[Stored dataset items]
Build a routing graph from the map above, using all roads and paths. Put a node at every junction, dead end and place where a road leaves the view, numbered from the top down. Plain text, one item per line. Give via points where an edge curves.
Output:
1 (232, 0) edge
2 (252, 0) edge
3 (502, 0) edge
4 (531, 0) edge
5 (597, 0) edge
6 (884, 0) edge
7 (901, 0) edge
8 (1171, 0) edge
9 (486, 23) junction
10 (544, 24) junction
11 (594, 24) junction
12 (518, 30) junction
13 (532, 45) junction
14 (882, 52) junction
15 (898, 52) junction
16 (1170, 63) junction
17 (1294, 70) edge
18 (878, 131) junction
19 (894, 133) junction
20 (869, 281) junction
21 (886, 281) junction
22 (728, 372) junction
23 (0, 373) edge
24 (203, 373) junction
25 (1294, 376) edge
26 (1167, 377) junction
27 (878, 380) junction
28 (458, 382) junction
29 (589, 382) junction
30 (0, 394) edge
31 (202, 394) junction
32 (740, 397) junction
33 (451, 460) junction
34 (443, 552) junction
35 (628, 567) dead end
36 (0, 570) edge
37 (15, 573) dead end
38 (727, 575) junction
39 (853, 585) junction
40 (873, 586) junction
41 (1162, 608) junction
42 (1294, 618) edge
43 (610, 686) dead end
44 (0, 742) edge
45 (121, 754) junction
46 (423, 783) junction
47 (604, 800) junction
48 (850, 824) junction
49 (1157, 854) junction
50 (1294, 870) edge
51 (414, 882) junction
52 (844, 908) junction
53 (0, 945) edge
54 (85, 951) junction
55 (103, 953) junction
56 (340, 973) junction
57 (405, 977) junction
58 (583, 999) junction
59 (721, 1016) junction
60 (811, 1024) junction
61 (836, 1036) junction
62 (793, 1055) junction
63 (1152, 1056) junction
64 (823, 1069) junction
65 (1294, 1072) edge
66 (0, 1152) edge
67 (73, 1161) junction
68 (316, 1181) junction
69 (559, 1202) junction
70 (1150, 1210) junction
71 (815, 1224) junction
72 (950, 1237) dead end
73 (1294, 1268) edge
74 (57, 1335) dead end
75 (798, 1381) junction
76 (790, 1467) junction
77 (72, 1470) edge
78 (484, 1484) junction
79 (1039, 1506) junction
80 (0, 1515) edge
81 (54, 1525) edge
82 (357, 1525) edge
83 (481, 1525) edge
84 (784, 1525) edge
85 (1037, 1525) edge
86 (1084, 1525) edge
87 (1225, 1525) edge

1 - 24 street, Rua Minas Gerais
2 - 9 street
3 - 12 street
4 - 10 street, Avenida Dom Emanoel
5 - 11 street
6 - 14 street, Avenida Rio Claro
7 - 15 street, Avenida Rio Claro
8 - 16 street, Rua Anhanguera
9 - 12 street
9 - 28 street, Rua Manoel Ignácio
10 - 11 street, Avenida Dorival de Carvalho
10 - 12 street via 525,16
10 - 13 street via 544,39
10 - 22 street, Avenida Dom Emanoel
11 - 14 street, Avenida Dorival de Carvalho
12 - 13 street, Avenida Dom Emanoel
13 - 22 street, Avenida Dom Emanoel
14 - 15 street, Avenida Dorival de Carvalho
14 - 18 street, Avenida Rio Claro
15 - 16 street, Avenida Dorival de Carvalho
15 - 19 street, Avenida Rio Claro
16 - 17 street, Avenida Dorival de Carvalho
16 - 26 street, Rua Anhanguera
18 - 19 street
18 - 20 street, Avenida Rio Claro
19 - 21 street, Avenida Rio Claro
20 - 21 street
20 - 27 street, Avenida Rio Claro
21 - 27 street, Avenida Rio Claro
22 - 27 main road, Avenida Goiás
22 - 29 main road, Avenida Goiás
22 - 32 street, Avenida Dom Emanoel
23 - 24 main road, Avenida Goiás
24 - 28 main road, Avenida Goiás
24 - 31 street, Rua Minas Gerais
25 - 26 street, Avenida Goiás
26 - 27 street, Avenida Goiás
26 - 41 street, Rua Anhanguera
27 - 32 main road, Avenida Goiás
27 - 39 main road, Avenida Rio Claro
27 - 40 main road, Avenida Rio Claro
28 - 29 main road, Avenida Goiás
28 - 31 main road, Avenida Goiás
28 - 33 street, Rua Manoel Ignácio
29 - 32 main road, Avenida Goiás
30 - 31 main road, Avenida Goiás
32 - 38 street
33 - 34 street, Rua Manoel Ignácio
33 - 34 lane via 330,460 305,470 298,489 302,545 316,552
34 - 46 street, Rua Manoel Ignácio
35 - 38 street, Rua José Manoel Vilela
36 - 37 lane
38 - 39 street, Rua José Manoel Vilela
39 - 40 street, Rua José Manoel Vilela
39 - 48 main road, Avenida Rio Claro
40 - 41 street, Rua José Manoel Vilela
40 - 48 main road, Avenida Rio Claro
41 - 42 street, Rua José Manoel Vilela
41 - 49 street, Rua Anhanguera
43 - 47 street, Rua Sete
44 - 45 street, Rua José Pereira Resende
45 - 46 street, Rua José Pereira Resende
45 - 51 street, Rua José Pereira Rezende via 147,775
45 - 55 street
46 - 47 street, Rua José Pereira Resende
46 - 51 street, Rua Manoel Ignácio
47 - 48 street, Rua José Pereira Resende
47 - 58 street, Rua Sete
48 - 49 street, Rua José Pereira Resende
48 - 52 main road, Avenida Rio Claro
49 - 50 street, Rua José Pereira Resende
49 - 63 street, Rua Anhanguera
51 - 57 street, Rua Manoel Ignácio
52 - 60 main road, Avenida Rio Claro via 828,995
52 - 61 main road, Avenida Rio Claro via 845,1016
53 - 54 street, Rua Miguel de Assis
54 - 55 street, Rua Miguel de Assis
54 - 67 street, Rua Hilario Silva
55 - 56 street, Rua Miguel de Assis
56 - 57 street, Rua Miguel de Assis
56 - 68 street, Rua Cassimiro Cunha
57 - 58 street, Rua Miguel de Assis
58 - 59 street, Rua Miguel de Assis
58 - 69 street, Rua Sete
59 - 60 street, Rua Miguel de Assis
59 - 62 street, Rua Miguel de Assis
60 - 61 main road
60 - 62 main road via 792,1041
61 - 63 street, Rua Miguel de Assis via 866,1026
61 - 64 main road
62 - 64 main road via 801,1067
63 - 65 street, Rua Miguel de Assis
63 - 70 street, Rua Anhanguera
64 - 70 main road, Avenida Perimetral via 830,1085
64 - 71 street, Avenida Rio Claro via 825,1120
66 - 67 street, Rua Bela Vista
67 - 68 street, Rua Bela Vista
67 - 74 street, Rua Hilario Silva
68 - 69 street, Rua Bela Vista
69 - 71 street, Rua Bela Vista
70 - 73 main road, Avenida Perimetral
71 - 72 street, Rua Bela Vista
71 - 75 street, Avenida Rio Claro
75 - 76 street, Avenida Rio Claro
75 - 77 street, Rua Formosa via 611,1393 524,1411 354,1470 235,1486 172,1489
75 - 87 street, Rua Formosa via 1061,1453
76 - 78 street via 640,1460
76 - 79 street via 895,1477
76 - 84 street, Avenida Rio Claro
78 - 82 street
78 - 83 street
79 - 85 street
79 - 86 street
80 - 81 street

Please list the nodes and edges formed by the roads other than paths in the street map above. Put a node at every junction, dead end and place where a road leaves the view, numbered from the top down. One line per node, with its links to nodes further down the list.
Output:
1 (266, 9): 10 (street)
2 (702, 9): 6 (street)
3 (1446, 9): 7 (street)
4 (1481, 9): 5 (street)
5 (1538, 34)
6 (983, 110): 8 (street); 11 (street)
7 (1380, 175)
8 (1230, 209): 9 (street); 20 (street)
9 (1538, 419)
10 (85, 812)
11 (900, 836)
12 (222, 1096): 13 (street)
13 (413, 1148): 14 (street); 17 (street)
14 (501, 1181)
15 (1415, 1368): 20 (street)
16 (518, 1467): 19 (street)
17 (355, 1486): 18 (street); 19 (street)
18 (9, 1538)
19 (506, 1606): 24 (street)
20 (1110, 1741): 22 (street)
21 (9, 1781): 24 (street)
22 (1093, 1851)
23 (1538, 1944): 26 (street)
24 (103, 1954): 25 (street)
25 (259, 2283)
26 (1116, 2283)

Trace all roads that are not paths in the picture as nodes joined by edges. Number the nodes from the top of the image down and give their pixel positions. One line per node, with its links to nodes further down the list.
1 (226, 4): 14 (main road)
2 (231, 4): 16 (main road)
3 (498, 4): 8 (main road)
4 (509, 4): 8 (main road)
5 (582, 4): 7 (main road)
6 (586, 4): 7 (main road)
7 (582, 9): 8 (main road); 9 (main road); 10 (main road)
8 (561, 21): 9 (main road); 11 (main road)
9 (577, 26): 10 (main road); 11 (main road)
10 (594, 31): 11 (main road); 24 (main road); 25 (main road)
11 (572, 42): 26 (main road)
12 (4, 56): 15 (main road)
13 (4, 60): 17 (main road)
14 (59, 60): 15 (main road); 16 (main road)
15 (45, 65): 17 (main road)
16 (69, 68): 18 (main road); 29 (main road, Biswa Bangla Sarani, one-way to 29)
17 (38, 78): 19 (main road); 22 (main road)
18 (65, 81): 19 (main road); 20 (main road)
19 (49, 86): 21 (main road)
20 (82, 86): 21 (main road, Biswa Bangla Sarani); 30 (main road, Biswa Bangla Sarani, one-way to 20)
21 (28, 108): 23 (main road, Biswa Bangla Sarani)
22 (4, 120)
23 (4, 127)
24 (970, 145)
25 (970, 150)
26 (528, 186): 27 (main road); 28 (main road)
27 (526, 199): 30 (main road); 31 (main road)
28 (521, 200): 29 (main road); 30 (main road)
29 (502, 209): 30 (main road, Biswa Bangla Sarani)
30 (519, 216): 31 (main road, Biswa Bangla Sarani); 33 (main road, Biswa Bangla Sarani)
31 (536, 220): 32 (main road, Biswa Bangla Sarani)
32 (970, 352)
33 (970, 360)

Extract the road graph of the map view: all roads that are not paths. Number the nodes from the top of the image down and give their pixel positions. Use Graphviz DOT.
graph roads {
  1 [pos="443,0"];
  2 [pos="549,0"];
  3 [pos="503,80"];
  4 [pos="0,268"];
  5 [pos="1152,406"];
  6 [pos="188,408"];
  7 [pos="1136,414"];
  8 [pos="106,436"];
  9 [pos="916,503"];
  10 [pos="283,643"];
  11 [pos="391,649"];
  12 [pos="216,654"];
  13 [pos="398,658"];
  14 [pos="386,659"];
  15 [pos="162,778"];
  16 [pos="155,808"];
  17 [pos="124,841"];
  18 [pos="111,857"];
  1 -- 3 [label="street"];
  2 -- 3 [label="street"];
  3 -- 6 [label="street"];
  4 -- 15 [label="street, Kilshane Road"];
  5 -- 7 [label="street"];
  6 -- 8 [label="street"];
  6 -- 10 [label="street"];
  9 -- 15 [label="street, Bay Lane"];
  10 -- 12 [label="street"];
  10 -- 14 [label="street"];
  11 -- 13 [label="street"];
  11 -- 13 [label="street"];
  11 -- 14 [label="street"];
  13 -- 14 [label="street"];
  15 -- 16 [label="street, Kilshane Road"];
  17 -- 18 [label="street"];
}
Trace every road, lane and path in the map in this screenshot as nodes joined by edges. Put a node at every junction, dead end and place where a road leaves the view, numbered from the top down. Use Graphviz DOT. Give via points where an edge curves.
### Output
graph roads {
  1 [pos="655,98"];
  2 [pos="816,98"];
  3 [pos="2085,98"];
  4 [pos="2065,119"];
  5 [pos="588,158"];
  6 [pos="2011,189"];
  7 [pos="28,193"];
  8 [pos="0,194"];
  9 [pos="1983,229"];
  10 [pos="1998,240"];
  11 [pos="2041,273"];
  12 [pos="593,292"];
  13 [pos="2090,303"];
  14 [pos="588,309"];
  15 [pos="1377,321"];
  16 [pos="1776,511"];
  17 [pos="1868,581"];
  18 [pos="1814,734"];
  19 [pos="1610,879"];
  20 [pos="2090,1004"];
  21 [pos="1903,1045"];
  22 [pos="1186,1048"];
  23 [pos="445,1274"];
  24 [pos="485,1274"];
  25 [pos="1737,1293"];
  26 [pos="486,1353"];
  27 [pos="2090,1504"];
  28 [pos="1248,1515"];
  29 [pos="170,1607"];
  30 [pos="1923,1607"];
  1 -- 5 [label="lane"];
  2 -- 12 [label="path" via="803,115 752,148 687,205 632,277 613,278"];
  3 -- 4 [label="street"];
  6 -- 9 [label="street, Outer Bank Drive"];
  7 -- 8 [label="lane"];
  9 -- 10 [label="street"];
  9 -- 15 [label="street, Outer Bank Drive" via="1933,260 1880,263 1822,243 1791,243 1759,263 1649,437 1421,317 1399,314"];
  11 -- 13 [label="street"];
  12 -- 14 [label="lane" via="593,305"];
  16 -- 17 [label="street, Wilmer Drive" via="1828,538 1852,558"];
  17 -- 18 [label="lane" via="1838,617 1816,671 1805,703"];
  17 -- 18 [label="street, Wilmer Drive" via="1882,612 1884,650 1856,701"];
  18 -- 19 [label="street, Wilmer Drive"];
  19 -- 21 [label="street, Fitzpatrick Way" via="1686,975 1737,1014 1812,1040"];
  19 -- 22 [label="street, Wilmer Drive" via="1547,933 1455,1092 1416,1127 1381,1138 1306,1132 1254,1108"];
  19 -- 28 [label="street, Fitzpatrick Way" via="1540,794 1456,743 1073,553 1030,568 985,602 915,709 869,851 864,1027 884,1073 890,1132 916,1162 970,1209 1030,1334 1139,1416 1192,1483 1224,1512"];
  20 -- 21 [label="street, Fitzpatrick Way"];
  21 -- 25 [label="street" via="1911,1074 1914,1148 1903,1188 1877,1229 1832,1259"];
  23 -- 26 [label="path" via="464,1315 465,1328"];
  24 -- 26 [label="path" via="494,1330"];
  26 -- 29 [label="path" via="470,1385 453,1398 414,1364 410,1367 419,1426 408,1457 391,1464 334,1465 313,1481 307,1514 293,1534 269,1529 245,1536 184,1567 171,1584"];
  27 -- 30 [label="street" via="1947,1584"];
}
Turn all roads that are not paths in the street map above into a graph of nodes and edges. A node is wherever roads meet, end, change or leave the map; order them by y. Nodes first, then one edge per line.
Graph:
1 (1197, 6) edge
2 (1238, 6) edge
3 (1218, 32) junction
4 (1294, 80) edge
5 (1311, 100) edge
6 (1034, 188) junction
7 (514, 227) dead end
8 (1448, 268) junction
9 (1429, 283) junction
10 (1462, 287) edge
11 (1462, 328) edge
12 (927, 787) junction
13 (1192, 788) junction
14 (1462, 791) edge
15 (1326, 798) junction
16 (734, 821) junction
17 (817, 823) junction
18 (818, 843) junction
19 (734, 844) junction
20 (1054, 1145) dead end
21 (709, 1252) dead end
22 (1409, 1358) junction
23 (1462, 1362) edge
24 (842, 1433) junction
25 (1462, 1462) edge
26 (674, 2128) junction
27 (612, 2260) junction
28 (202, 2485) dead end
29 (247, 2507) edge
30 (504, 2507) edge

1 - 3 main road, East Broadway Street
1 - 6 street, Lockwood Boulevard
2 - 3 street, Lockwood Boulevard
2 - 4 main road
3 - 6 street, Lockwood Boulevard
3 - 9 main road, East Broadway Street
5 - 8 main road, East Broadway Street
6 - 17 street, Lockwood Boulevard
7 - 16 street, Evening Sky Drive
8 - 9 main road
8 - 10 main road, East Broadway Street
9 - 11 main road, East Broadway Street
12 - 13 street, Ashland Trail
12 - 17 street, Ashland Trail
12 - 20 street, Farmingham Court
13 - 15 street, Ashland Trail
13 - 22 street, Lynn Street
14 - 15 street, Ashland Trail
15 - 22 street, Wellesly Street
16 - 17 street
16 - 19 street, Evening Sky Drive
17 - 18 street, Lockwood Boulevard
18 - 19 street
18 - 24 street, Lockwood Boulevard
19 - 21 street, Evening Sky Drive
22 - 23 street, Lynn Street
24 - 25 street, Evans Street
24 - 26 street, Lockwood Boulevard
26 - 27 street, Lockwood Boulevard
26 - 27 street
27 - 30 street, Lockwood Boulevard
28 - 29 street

§ Problem
All that is wanted is the set of lines from the one with "Turn all roads" through the last line of the entries, both included, output exactly.

§ Written response
Turn all roads that are not paths in the street map above into a graph of nodes and edges. A node is wherever roads meet, end, change or leave the map; order them by y. Nodes first, then one edge per line.
Graph:
1 (1197, 6) edge
2 (1238, 6) edge
3 (1218, 32) junction
4 (1294, 80) edge
5 (1311, 100) edge
6 (1034, 188) junction
7 (514, 227) dead end
8 (1448, 268) junction
9 (1429, 283) junction
10 (1462, 287) edge
11 (1462, 328) edge
12 (927, 787) junction
13 (1192, 788) junction
14 (1462, 791) edge
15 (1326, 798) junction
16 (734, 821) junction
17 (817, 823) junction
18 (818, 843) junction
19 (734, 844) junction
20 (1054, 1145) dead end
21 (709, 1252) dead end
22 (1409, 1358) junction
23 (1462, 1362) edge
24 (842, 1433) junction
25 (1462, 1462) edge
26 (674, 2128) junction
27 (612, 2260) junction
28 (202, 2485) dead end
29 (247, 2507) edge
30 (504, 2507) edge

1 - 3 main road, East Broadway Street
1 - 6 street, Lockwood Boulevard
2 - 3 street, Lockwood Boulevard
2 - 4 main road
3 - 6 street, Lockwood Boulevard
3 - 9 main road, East Broadway Street
5 - 8 main road, East Broadway Street
6 - 17 street, Lockwood Boulevard
7 - 16 street, Evening Sky Drive
8 - 9 main road
8 - 10 main road, East Broadway Street
9 - 11 main road, East Broadway Street
12 - 13 street, Ashland Trail
12 - 17 street, Ashland Trail
12 - 20 street, Farmingham Court
13 - 15 street, Ashland Trail
13 - 22 street, Lynn Street
14 - 15 street, Ashland Trail
15 - 22 street, Wellesly Street
16 - 17 street
16 - 19 street, Evening Sky Drive
17 - 18 street, Lockwood Boulevard
18 - 19 street
18 - 24 street, Lockwood Boulevard
19 - 21 street, Evening Sky Drive
22 - 23 street, Lynn Street
24 - 25 street, Evans Street
24 - 26 street, Lockwood Boulevard
26 - 27 street, Lockwood Boulevard
26 - 27 street
27 - 30 street, Lockwood Boulevard
28 - 29 street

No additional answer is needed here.